Proteases generate shortened proteins with altered function and thus mold the proteome. In vivo studies of proteases are commonly based on comparing protease knock-out samples to wild-type. However, in vivo protease characterization, especially protease substrate assignment, is intricate because of the complexity of the biological system with indirect effects resulting from the activation of secondary proteases. An in silico representation of the protease web [1] allowed us to map complex protease interactions, demonstrate the pervasive connectivity between proteases, and to predict proteolytic pathways [2]. We further characterized the interplay of the protease web with other biological networks, thereby predicting additional protease interactions.

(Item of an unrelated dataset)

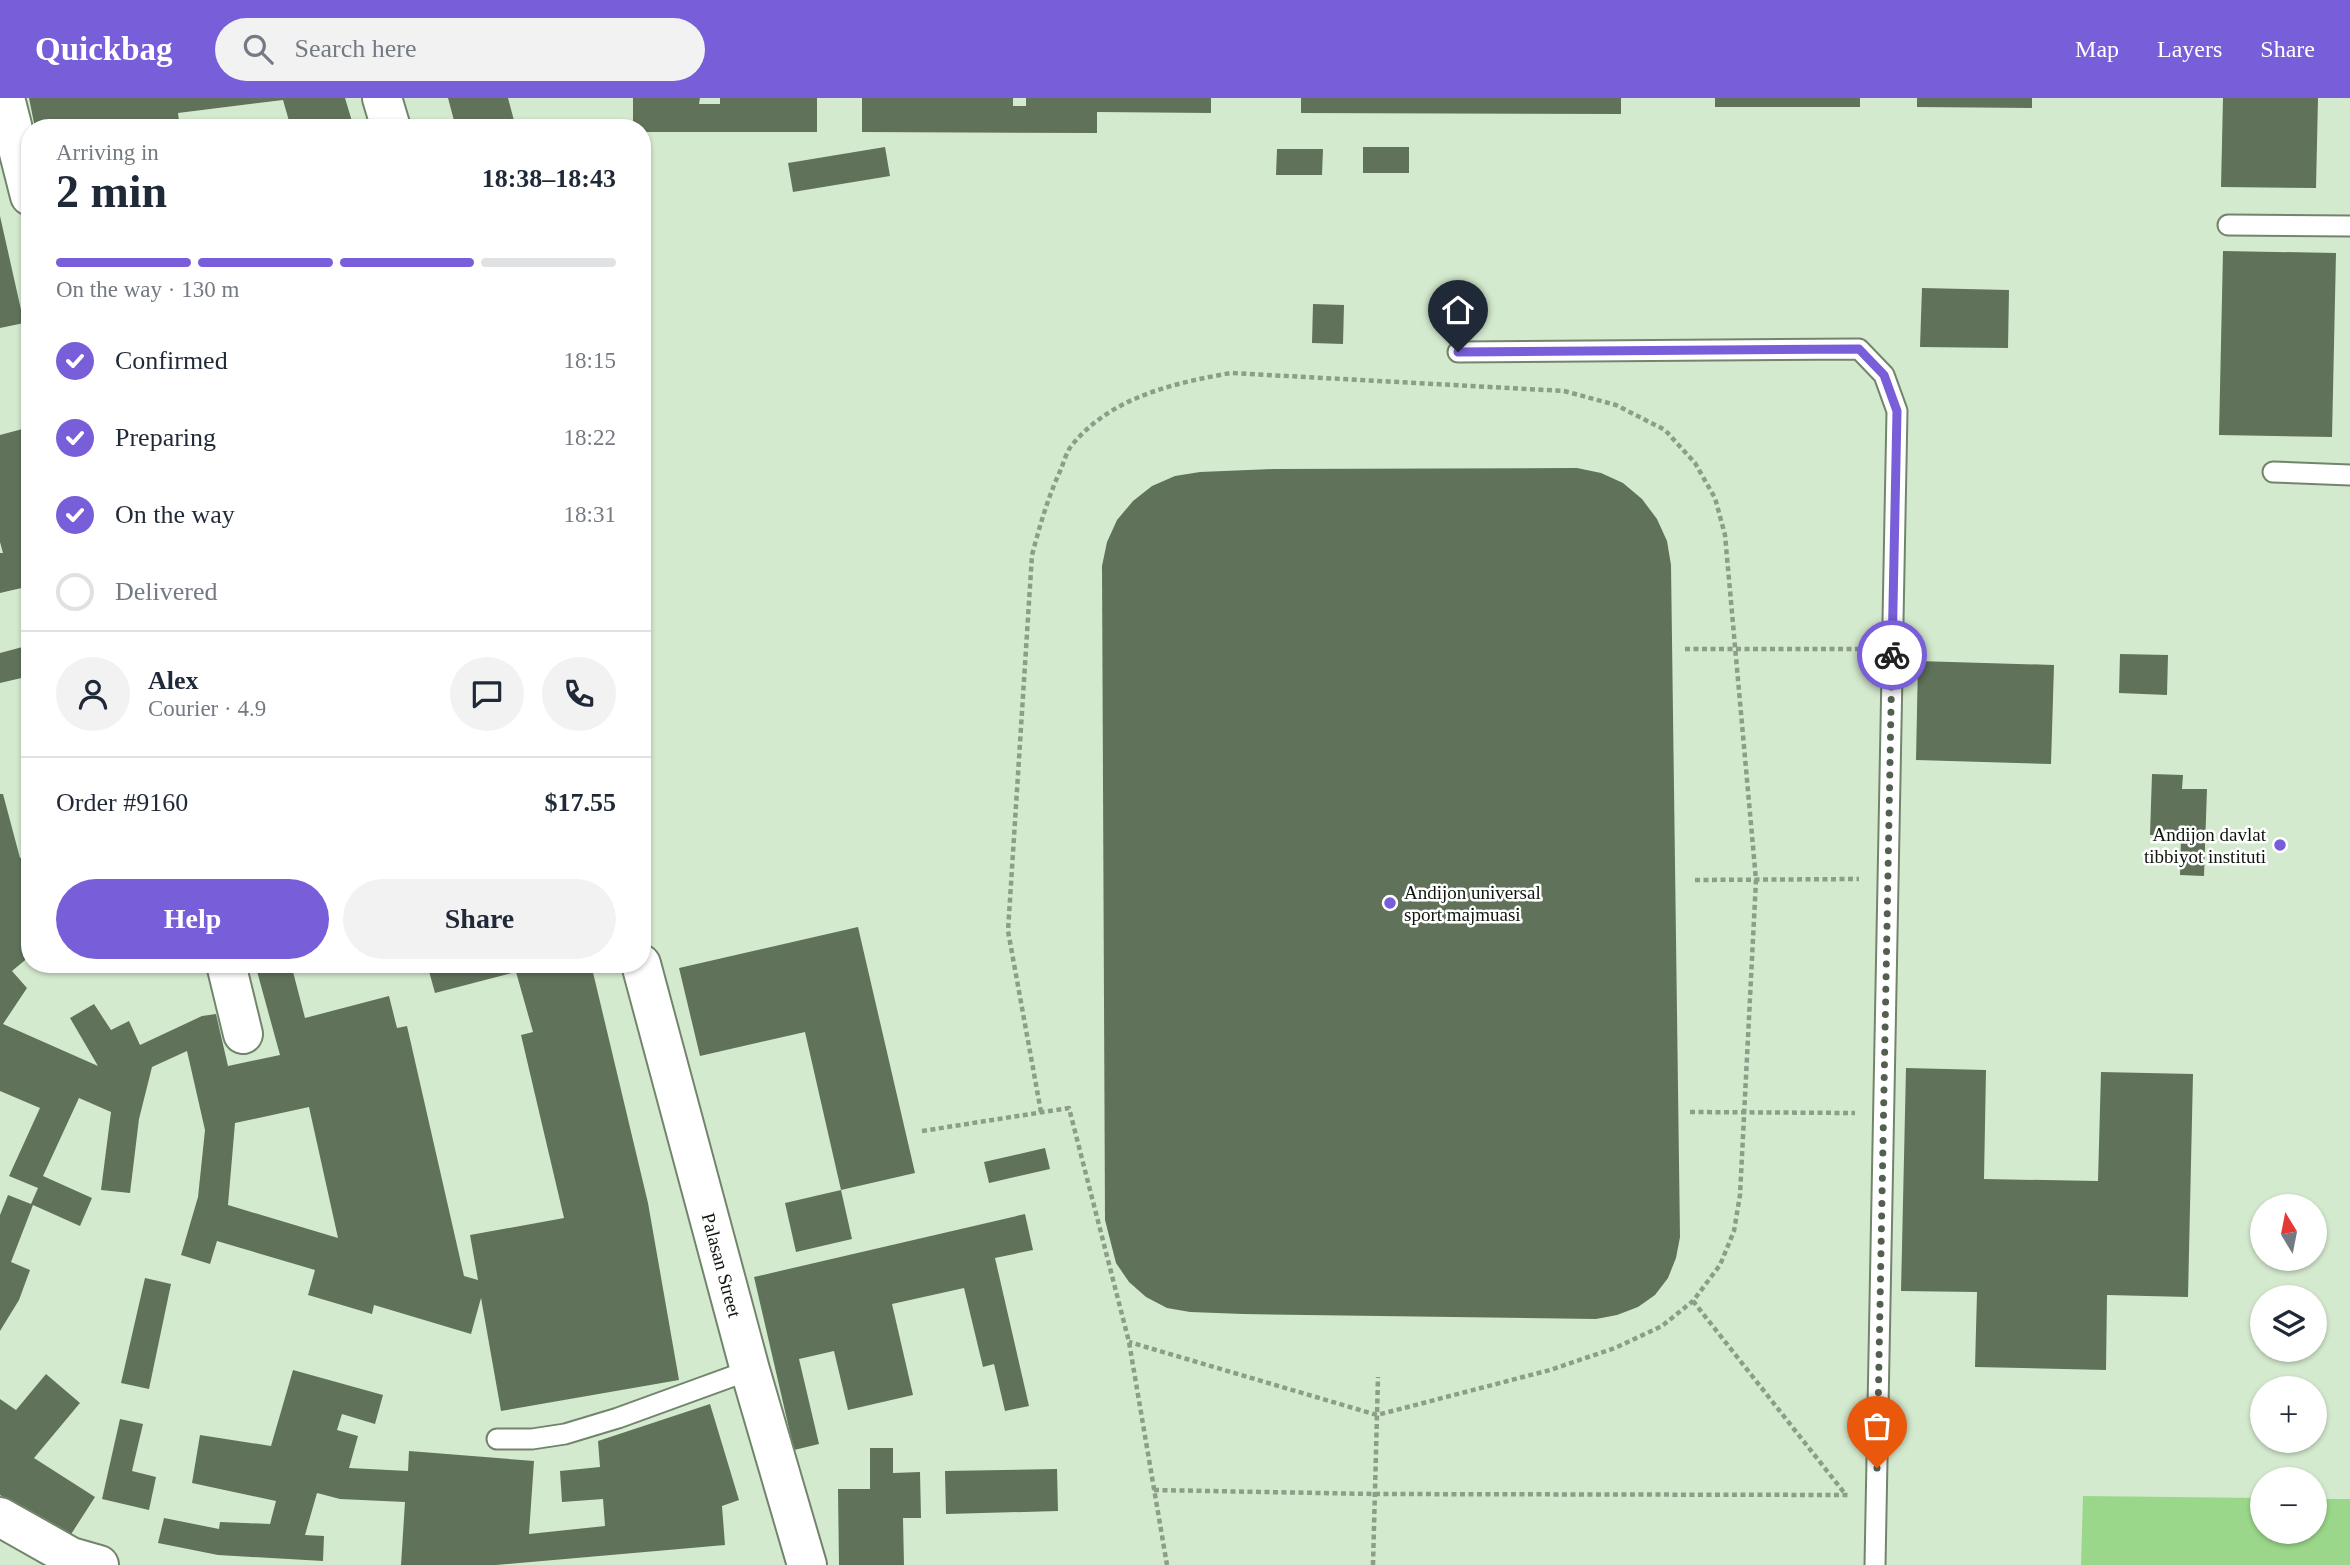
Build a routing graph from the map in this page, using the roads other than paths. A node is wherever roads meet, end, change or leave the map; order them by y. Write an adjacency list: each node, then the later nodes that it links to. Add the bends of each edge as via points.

Building on concepts published last year, we modeled large-scale proteolytic data as a network and created the web-based tool PathFINDer that predicts proteolytic pathways. Furthermore, we assembled protein-protein interaction, co-expression, phylogenetic and kinase network data to predict additional protease interactions.
Our network model demonstrated the pervasiveness of the human protease web with interactions between various protease classes and cascades with protease inhibitors often forming network hubs. Proteases can thus potentially influence the cleavage of many more proteins than their direct substrates through protease activation pathways or inactivation of protease inhibitors. We create a web-based software termed PathFINDer (http://clipserve.clip.ubc.ca/topfind/pathfinder) that enables the query of the protease web to return proteolytic pathways and networks from the query protease to a set of substrates, each path representing a biochemical mechanism that can be validated. Recently, we contrasted the protease web model with other biological networks, thus predicting and biochemically validating additional protease interactions and demonstrating the imbedding of the protease web in the biological system.
We present systematically derived evidence for the existence of the protease web, a software tool PathFINDer that predicts proteolytic paths, and show the relationship of the protease web with other biological networks.